What is required. Write out again the lines from the line with "pinky dip: (637, 402)" up to and including the line with "index mcp: (200, 206)", exactly as they stand below, and skip any picture.

Input data.
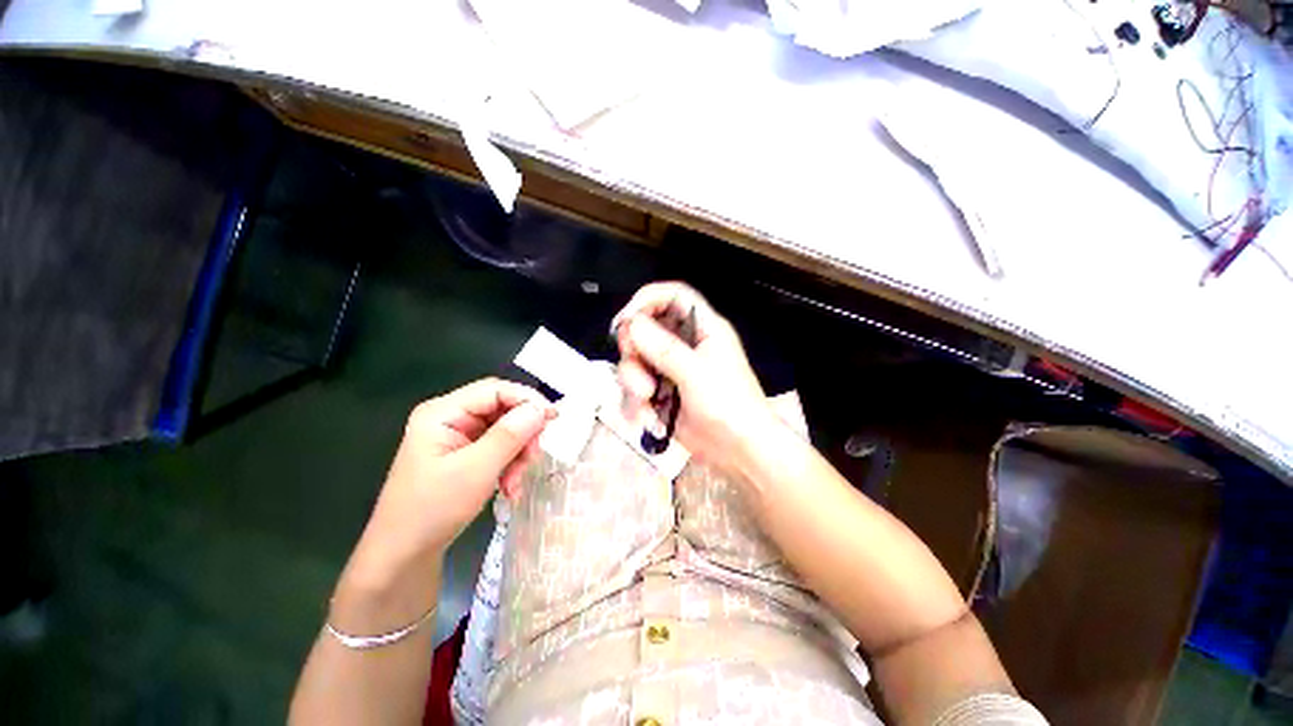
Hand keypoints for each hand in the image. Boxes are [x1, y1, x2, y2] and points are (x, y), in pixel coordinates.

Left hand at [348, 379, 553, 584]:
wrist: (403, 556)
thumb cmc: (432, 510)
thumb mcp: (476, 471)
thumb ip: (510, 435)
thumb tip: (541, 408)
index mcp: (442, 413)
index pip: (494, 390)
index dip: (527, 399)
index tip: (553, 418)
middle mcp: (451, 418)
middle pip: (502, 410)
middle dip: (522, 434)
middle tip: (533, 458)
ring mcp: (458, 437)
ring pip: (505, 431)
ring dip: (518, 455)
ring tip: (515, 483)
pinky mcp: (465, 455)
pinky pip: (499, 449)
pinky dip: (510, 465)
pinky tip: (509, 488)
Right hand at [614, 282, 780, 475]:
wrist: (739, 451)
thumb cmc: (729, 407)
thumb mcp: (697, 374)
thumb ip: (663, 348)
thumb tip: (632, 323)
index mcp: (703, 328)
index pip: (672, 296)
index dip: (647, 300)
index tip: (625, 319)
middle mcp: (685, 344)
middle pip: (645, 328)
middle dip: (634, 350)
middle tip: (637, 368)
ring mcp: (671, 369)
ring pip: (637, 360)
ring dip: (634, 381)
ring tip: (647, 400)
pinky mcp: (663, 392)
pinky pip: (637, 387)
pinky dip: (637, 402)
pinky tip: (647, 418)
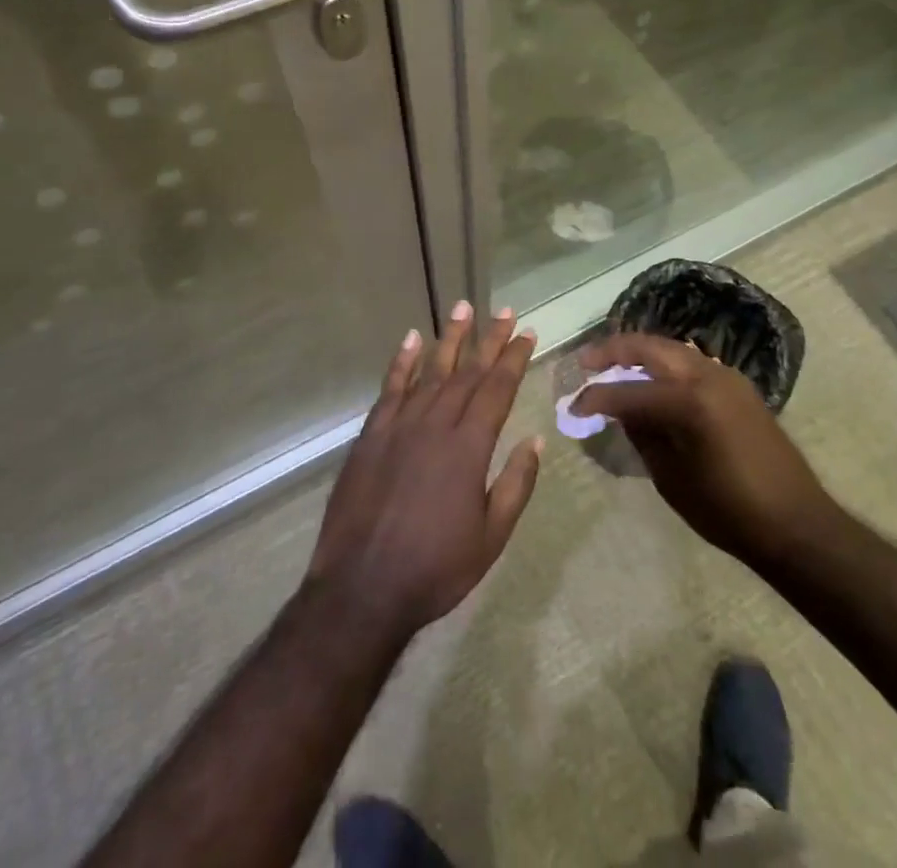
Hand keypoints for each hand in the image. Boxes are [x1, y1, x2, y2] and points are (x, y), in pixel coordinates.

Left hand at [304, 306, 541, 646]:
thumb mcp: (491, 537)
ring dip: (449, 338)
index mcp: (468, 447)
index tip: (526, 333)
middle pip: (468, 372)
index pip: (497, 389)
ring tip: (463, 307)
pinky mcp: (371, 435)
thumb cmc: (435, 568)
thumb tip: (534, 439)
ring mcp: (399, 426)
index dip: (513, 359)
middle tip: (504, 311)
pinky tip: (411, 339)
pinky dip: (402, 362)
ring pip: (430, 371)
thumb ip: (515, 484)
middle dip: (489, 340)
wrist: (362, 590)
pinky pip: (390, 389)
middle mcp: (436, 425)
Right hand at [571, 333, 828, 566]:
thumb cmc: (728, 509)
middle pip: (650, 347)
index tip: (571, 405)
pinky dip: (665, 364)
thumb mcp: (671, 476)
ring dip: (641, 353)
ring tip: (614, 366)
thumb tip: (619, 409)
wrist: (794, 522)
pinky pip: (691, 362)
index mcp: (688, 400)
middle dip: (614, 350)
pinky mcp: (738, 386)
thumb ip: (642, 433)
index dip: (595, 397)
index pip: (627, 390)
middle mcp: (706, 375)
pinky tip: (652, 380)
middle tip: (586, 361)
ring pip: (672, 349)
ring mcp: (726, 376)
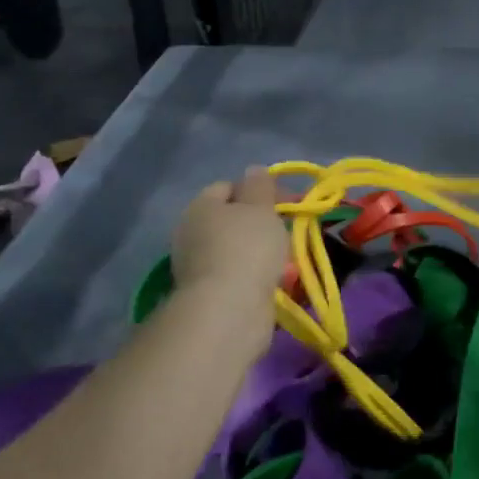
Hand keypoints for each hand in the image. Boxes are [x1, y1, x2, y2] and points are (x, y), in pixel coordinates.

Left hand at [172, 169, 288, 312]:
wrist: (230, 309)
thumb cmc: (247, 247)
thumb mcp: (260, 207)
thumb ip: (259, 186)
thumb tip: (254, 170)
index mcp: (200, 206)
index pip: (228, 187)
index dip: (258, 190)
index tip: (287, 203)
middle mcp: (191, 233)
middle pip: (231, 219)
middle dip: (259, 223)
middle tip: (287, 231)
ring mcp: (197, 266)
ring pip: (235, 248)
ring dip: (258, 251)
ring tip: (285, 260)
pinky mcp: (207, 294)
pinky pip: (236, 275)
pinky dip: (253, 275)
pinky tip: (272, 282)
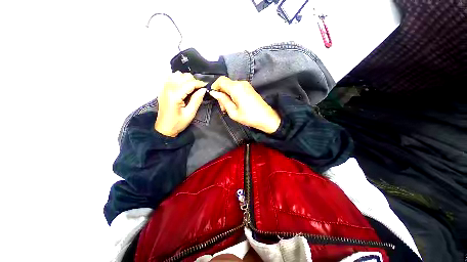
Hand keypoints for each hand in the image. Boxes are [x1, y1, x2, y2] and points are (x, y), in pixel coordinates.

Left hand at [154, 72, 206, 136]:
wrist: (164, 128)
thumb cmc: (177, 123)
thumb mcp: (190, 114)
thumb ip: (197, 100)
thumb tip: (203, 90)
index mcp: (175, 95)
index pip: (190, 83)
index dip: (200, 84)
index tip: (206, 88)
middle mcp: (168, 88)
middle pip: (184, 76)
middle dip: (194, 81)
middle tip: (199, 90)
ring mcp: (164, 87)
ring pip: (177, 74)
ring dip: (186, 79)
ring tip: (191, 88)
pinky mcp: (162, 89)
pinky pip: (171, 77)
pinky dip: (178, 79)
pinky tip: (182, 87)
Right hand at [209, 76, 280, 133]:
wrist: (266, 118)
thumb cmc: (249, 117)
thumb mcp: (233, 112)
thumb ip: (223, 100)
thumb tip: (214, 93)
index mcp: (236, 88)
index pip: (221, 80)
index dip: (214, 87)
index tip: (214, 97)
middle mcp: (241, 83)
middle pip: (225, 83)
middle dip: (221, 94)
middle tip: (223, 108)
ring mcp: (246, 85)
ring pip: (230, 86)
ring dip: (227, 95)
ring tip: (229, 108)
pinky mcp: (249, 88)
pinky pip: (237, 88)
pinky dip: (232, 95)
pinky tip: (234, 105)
* * *
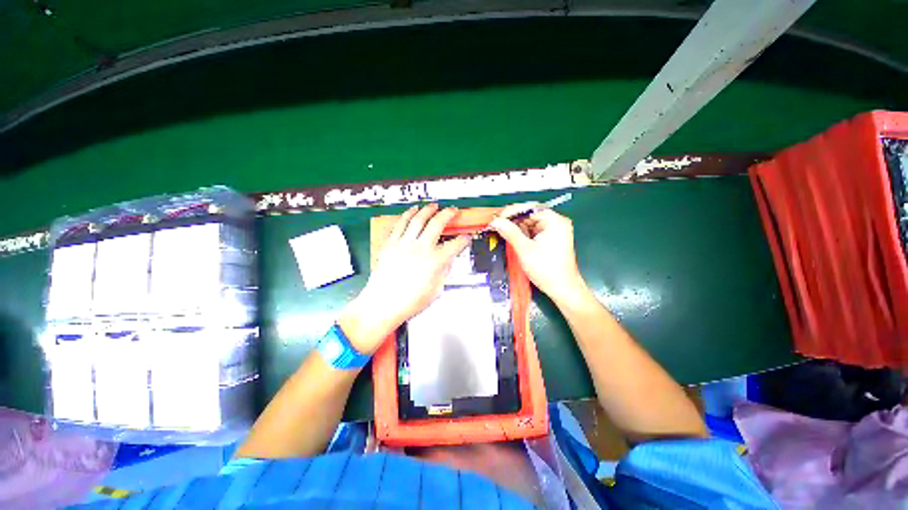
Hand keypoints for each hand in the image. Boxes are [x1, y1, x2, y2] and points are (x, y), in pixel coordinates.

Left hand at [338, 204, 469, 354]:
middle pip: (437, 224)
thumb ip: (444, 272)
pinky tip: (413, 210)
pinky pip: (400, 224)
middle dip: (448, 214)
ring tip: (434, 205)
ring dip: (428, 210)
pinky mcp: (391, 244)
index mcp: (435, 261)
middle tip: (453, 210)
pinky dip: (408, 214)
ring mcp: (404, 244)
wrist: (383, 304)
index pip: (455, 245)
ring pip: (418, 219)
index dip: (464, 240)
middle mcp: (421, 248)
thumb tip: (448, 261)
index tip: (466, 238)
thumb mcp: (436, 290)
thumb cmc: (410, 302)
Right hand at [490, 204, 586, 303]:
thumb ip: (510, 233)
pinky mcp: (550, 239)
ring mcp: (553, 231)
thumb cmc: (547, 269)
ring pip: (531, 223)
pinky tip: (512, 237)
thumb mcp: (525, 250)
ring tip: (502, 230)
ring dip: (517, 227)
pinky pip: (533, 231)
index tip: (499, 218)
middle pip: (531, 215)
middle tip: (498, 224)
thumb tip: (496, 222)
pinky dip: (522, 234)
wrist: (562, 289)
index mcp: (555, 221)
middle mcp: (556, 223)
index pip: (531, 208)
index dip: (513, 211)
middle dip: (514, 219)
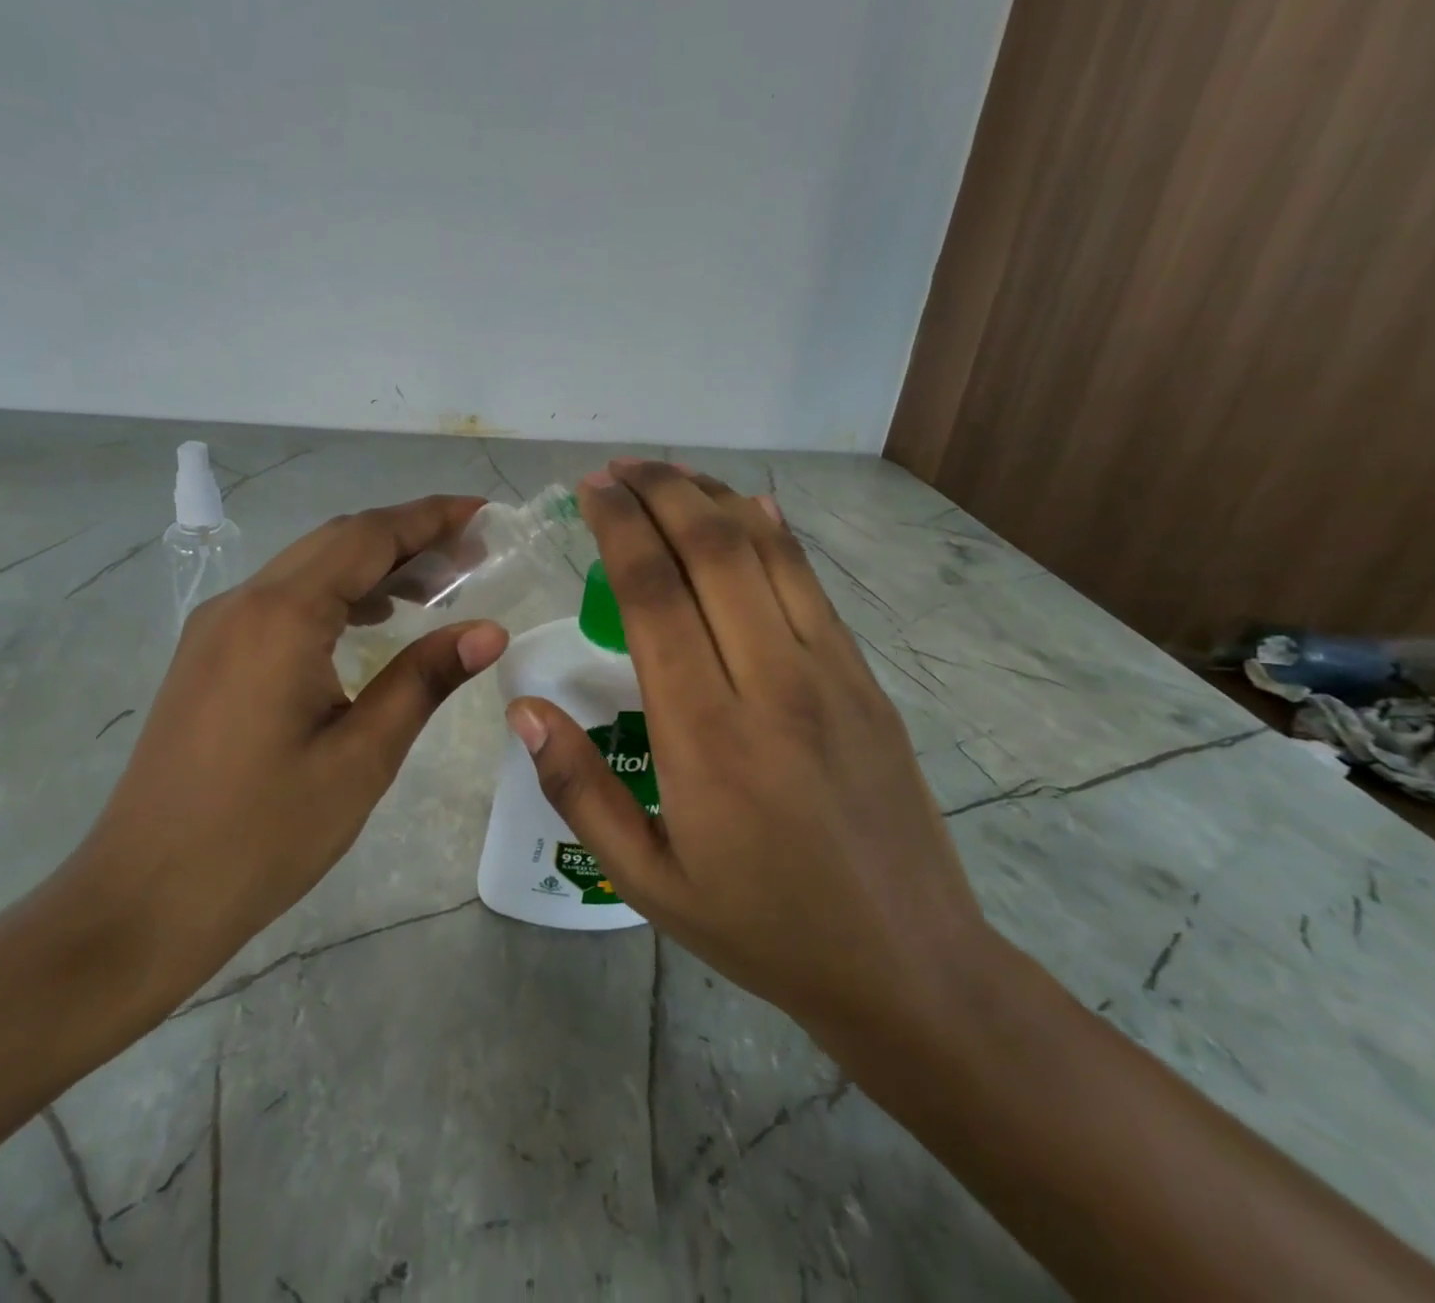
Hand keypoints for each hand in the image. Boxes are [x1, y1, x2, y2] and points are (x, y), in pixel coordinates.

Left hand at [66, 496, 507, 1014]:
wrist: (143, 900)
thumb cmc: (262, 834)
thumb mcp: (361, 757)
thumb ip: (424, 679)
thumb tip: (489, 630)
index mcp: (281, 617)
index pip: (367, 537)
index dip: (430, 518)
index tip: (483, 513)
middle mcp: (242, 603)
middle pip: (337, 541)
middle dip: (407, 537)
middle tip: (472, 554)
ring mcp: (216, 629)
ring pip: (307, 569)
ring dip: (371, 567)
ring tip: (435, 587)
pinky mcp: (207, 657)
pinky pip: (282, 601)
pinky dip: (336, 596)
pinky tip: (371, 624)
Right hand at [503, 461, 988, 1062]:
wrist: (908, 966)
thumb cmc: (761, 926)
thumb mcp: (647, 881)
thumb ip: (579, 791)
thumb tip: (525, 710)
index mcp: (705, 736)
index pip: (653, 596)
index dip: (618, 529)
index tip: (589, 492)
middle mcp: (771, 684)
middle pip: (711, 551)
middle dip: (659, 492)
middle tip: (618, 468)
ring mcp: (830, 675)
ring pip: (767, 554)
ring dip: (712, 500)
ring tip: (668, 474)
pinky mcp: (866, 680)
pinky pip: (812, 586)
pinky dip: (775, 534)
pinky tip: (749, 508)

Output of the exercise.
pinky dip: (637, 402)
pinky tip: (647, 418)
Hand keypoints for each hand in the image. Boxes are [x1, y1, x2, y2] and points are (x, y), in pixel coordinates.

Left hand at [304, 306, 541, 646]:
thumb mcp: (491, 537)
ring dip: (449, 338)
index mcp: (468, 447)
index tip: (526, 333)
middle pip: (468, 372)
index pip: (497, 389)
ring tip: (463, 307)
pinky mcp: (371, 435)
thumb cmc: (435, 568)
thumb tip: (534, 439)
ring mcp: (399, 426)
index dip: (513, 359)
middle tip: (504, 311)
pinky tip: (411, 339)
pinky dip: (402, 362)
ring pip: (430, 371)
thumb ip: (515, 484)
middle dip: (489, 340)
wrist: (362, 590)
pinky pip: (390, 389)
middle mcp: (436, 425)
Right hand at [571, 333, 828, 566]:
thumb cmc: (728, 509)
middle pip: (650, 347)
index tip: (571, 405)
pinky dip: (665, 364)
thumb mcp: (671, 476)
ring dip: (641, 353)
ring tip: (614, 366)
thumb tip: (619, 409)
wrist: (794, 522)
pinky pip: (691, 362)
index mcp: (688, 400)
middle dip: (614, 350)
pinky mcp: (738, 386)
thumb ip: (642, 433)
index dip: (595, 397)
index pip: (627, 390)
middle mcp: (706, 375)
pinky tip: (652, 380)
middle tip: (586, 361)
ring pip: (672, 349)
ring mcp: (726, 376)
Hand keypoints for each hand in the image. Boxes are [x1, y1, x2, y2] and points are (x, y), in pixel coordinates.

Left hand at [172, 169, 288, 312]:
wrist: (230, 309)
thumb cmc: (247, 247)
thumb mcp: (260, 207)
thumb ip: (259, 186)
thumb tip: (254, 170)
index mcp: (200, 206)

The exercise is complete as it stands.